• What to work on
Please return every line below that contains the string "Colombo".

[Stored data entries]
--- START ---

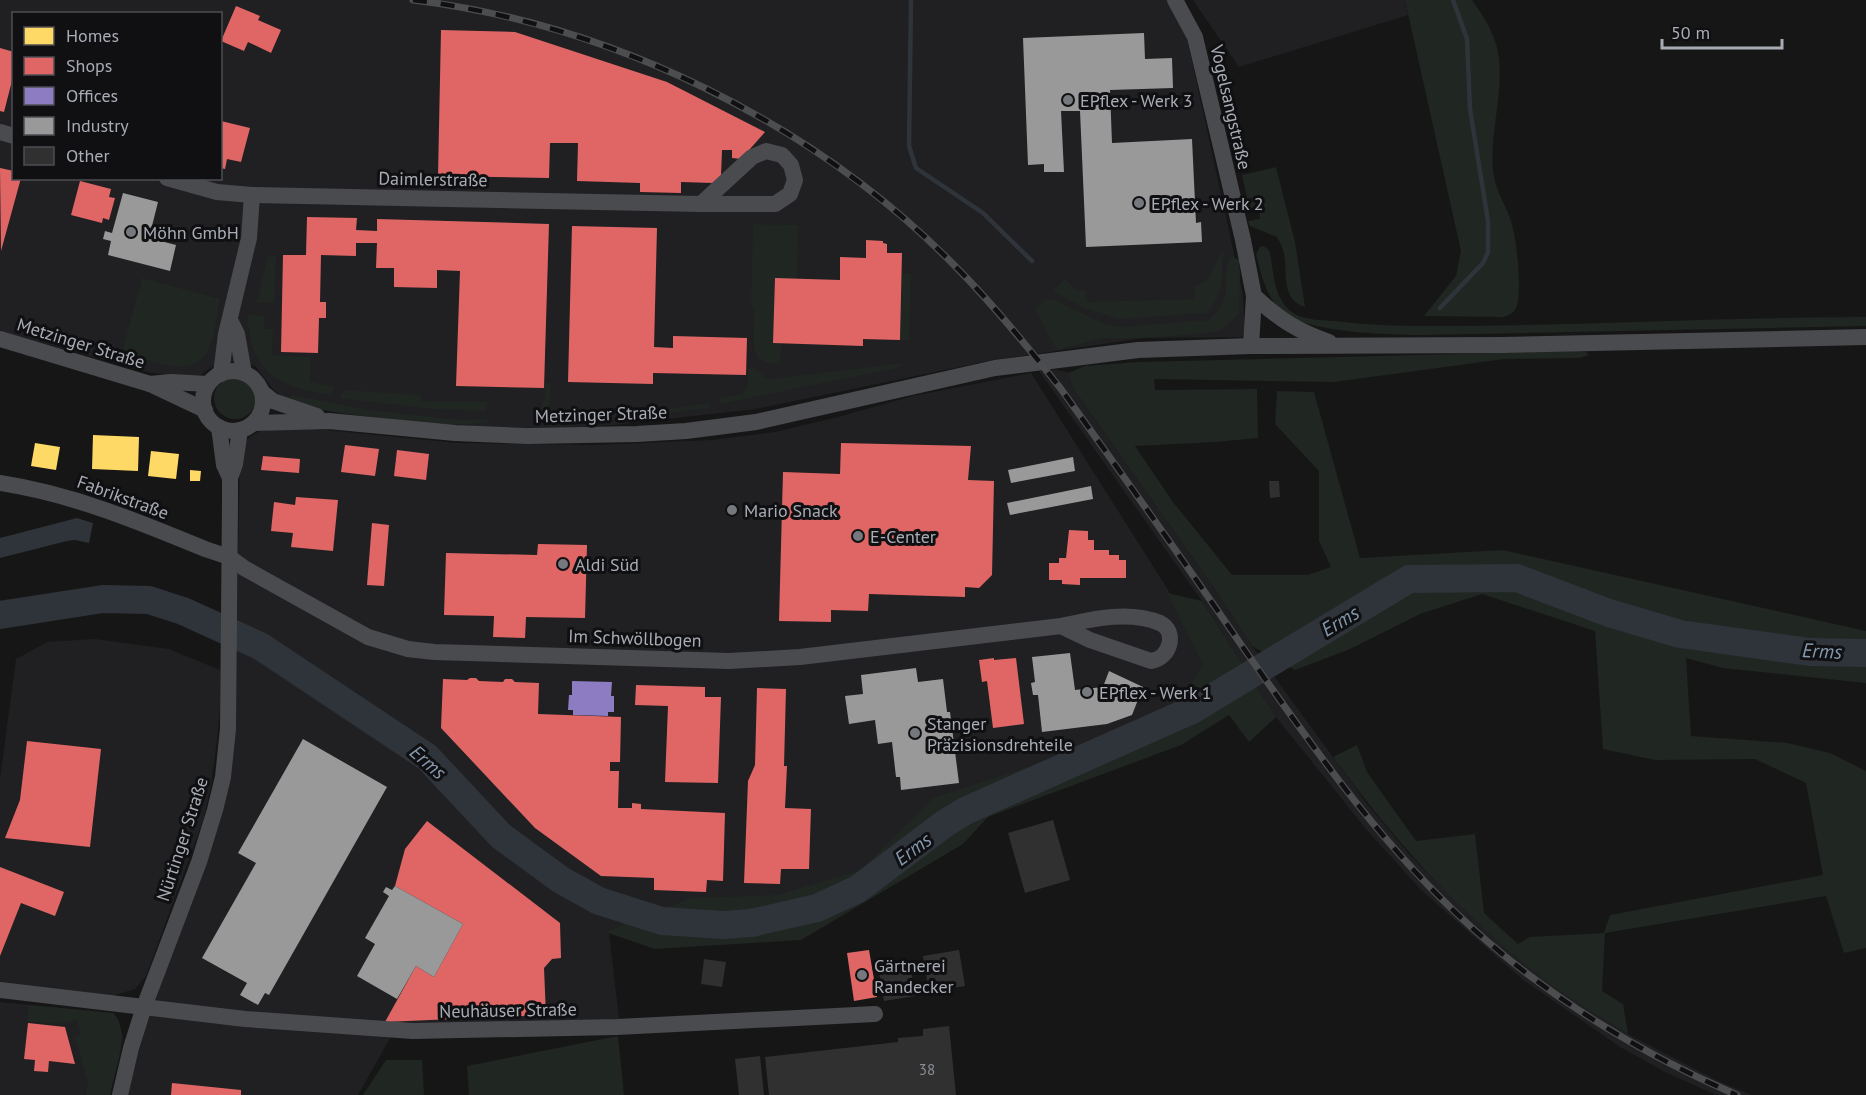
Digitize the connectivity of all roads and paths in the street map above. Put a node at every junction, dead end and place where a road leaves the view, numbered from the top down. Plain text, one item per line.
1 (1175, 0) edge
2 (174, 180) edge
3 (252, 195) junction
4 (701, 204) junction
5 (1254, 296) junction
6 (230, 320) junction
7 (1866, 337) edge
8 (0, 339) edge
9 (1251, 346) junction
10 (1342, 346) junction
11 (244, 373) junction
12 (215, 379) junction
13 (150, 384) junction
14 (262, 393) junction
15 (205, 410) junction
16 (329, 421) junction
17 (219, 427) junction
18 (247, 427) junction
19 (230, 478) junction
20 (0, 483) edge
21 (229, 557) junction
22 (1061, 626) junction
23 (0, 990) edge
24 (144, 1007) junction
25 (874, 1014) dead end
26 (120, 1095) edge

1 - 5 street, Vogelsangstraße
2 - 3 street, Daimlerstraße
3 - 4 street, Daimlerstraße
3 - 6 street
4 - 4 street, Daimlerstraße
5 - 9 street, Vogelsangstraße
5 - 10 street
6 - 11 street
6 - 12 street
7 - 10 street, Metzinger Straße
8 - 13 street, Metzinger Straße
9 - 10 street, Metzinger Straße
9 - 16 street, Metzinger Straße
11 - 12 street, Metzinger Straße
11 - 14 street, Metzinger Straße
12 - 13 street, Metzinger Straße
12 - 15 street
13 - 15 street, Metzinger Straße
14 - 16 street, Metzinger Straße
14 - 18 street
15 - 17 street, Metzinger Straße
16 - 18 street, Metzinger Straße
17 - 18 street, Metzinger Straße
17 - 19 street, Nürtinger Straße
18 - 19 street, Nürtinger Straße
19 - 21 street, Nürtinger Straße
20 - 21 street, Fabrikstraße
21 - 22 street, Im Schwöllbogen
21 - 24 street, Nürtinger Straße
22 - 22 street, Im Schwöllbogen
23 - 24 street, Neuhäuser Straße
24 - 25 street, Neuhäuser Straße
24 - 26 street, Nürtinger Straße

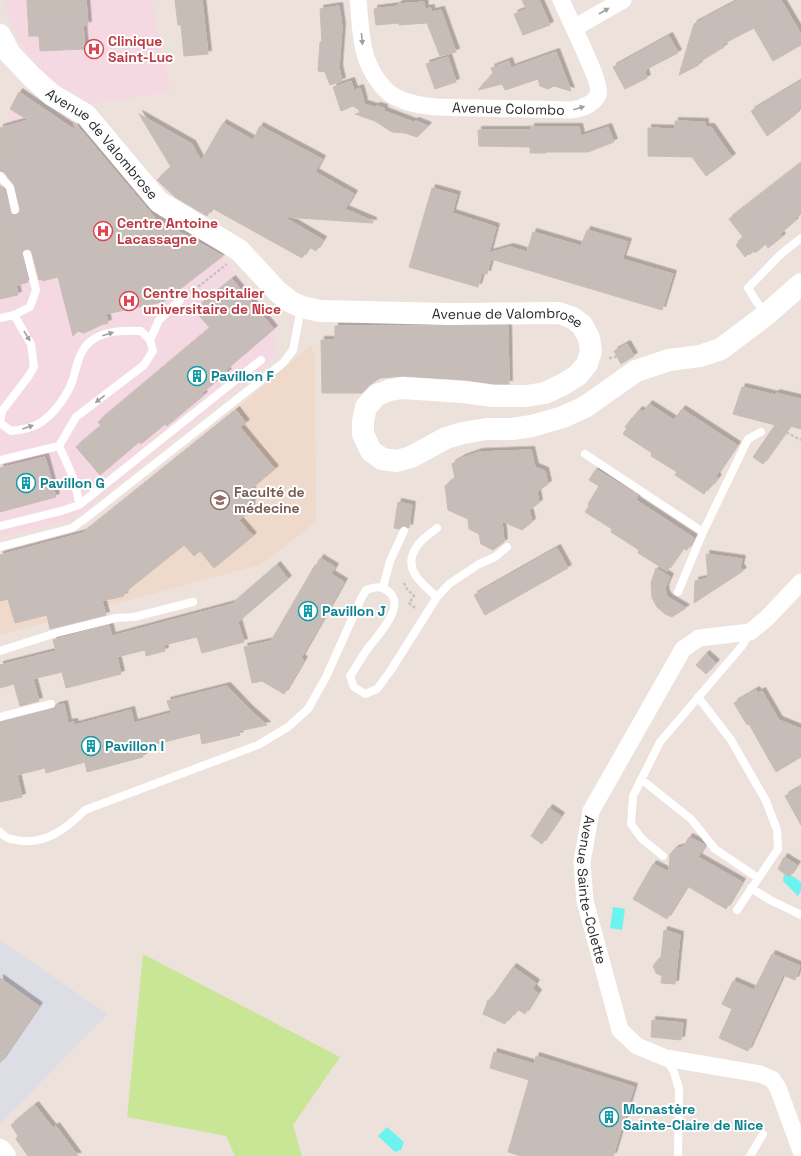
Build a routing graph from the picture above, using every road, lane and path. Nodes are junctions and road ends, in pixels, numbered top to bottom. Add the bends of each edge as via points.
1 (358, 0) edge
2 (561, 0) edge
3 (623, 0) edge
4 (574, 28) junction
5 (0, 35) edge
6 (0, 176) edge
7 (15, 210) dead end
8 (801, 238) edge
9 (239, 250) junction
10 (27, 254) dead end
11 (801, 284) edge
12 (180, 300) joint
13 (302, 307) junction
14 (14, 315) junction
15 (766, 315) junction
16 (0, 318) edge
17 (150, 340) junction
18 (261, 360) dead end
19 (782, 430) dead end
20 (761, 432) dead end
21 (801, 440) edge
22 (59, 446) junction
23 (585, 454) dead end
24 (0, 460) edge
25 (79, 505) junction
26 (0, 526) edge
27 (437, 528) dead end
28 (404, 531) dead end
29 (702, 532) junction
30 (0, 546) edge
31 (507, 547) dead end
32 (801, 582) edge
33 (383, 587) junction
34 (678, 592) dead end
35 (437, 597) junction
36 (193, 602) dead end
37 (750, 632) junction
38 (0, 651) edge
39 (698, 697) junction
40 (51, 704) dead end
41 (0, 717) edge
42 (641, 779) junction
43 (0, 832) edge
44 (663, 856) dead end
45 (758, 878) junction
46 (751, 888) junction
47 (737, 910) dead end
48 (801, 915) edge
49 (666, 1058) junction
50 (764, 1134) dead end
51 (0, 1150) edge
52 (801, 1151) edge
53 (4, 1156) edge
54 (678, 1156) edge
55 (750, 1156) edge

1 -> 4 street, Avenue Colombo via 362,46 369,67 385,90 399,99 418,105 572,110 585,107 593,102 598,94 598,86
2 - 4 street, Avenue Colombo
4 -> 3 street
5 - 9 main road, Avenue de Valombrose via 10,54 32,77 52,95 86,115 159,202
6 - 7 lane via 10,188
8 - 15 lane via 781,254 748,288
9 - 12 path via 226,265
9 - 13 main road, Avenue de Valombrose via 278,292
10 - 14 lane via 36,290 30,307
11 - 15 main road, Avenue de Valombrose
12 - 17 lane via 160,320
13 - 15 main road, Avenue de Valombrose via 320,311 559,313 573,318 582,325 589,338 591,351 587,364 578,375 545,393 493,396 402,388 377,396 366,407 364,434 371,451 382,458 397,461 411,457 446,438 463,433 532,426 564,417 585,407 636,371 669,360 700,356 721,349
13 - 30 lane via 293,350 283,363 72,528
14 - 16 lane
14 -> 17 lane via 31,344 34,367 2,411 0,423 11,431 40,423 58,406 72,381 80,353 91,340 108,333 129,330 141,331
17 -> 22 lane via 153,351 144,365 76,417
18 - 25 lane
19 - 21 path
20 - 29 lane via 748,439
22 - 24 lane
22 - 25 lane via 75,483
23 - 29 lane
25 - 26 lane
27 - 35 lane via 416,547 410,561 414,574
28 - 33 lane via 390,561
29 - 34 lane
31 - 35 lane via 450,584
32 - 37 street
33 - 35 lane via 392,594 395,606 389,622 350,676 354,687 365,694 377,689
33 - 43 lane via 366,590 326,677 308,708 288,727 258,745 84,810 55,836 32,842 8,839
36 - 38 lane via 56,633
37 - 39 lane via 742,646
37 - 49 street, Avenue Sainte-Colette via 699,638 683,649 592,811 582,862 585,901 620,1030 637,1046
39 - 42 lane via 660,742
39 - 45 lane via 732,740 766,801 777,830 778,849
40 - 41 lane
42 - 44 lane via 633,796 631,824 642,839
42 - 45 lane via 691,819 714,849
45 - 46 lane
46 - 47 lane
46 - 48 lane
49 - 52 street, Avenue Sainte-Colette via 760,1074 772,1079 778,1088
49 - 54 lane via 679,1089
50 - 55 lane
51 - 53 main road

--- END ---

• Finished task
1 -> 4 street, Avenue Colombo via 362,46 369,67 385,90 399,99 418,105 572,110 585,107 593,102 598,94 598,86
2 - 4 street, Avenue Colombo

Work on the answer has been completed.